#### EXERCISE BRIEF
Starting at the line that contains "Build a routing", quote each line exactly through the last line of the entries, both included.

#### EXERCISE MATERIALS
+ + + + + + +
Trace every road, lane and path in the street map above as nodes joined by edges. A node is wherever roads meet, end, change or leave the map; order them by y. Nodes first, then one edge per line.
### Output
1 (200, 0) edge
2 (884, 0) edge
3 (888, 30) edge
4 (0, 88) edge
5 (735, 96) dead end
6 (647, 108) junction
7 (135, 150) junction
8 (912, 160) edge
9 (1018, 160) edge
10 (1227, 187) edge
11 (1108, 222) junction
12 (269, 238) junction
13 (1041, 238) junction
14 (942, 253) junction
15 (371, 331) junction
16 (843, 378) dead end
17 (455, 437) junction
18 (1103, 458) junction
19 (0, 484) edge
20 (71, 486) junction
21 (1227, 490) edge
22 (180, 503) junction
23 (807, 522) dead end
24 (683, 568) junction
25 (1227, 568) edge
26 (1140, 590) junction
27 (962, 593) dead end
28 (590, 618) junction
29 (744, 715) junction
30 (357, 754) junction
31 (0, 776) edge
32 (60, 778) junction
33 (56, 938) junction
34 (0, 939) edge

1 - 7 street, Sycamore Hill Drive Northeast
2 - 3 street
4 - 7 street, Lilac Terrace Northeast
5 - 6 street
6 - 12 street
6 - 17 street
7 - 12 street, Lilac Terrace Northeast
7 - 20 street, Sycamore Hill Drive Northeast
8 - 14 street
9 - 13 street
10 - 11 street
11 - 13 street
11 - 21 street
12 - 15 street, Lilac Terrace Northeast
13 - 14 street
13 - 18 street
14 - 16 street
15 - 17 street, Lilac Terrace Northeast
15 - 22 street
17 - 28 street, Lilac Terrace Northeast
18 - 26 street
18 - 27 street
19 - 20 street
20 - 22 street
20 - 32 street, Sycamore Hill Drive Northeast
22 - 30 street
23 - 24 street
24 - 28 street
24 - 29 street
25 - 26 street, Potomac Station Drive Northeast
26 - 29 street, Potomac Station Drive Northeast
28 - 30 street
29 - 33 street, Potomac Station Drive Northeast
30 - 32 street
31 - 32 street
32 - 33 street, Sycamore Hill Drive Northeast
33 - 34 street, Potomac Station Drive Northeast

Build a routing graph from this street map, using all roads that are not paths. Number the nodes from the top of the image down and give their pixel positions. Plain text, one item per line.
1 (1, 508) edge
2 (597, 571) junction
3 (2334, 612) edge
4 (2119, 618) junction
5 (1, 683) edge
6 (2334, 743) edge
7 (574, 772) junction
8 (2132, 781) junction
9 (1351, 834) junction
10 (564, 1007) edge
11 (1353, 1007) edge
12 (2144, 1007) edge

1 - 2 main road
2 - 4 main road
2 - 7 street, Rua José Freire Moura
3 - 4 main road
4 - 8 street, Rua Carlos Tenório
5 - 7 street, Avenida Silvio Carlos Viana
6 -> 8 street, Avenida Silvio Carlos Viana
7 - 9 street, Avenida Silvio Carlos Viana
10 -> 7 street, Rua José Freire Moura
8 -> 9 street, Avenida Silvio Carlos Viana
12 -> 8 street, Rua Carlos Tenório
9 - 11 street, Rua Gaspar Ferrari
+ + + + + + +
#### RESULT
Build a routing graph from this street map, using all roads that are not paths. Number the nodes from the top of the image down and give their pixel positions. Plain text, one item per line.
1 (1, 508) edge
2 (597, 571) junction
3 (2334, 612) edge
4 (2119, 618) junction
5 (1, 683) edge
6 (2334, 743) edge
7 (574, 772) junction
8 (2132, 781) junction
9 (1351, 834) junction
10 (564, 1007) edge
11 (1353, 1007) edge
12 (2144, 1007) edge

1 - 2 main road
2 - 4 main road
2 - 7 street, Rua José Freire Moura
3 - 4 main road
4 - 8 street, Rua Carlos Tenório
5 - 7 street, Avenida Silvio Carlos Viana
6 -> 8 street, Avenida Silvio Carlos Viana
7 - 9 street, Avenida Silvio Carlos Viana
10 -> 7 street, Rua José Freire Moura
8 -> 9 street, Avenida Silvio Carlos Viana
12 -> 8 street, Rua Carlos Tenório
9 - 11 street, Rua Gaspar Ferrari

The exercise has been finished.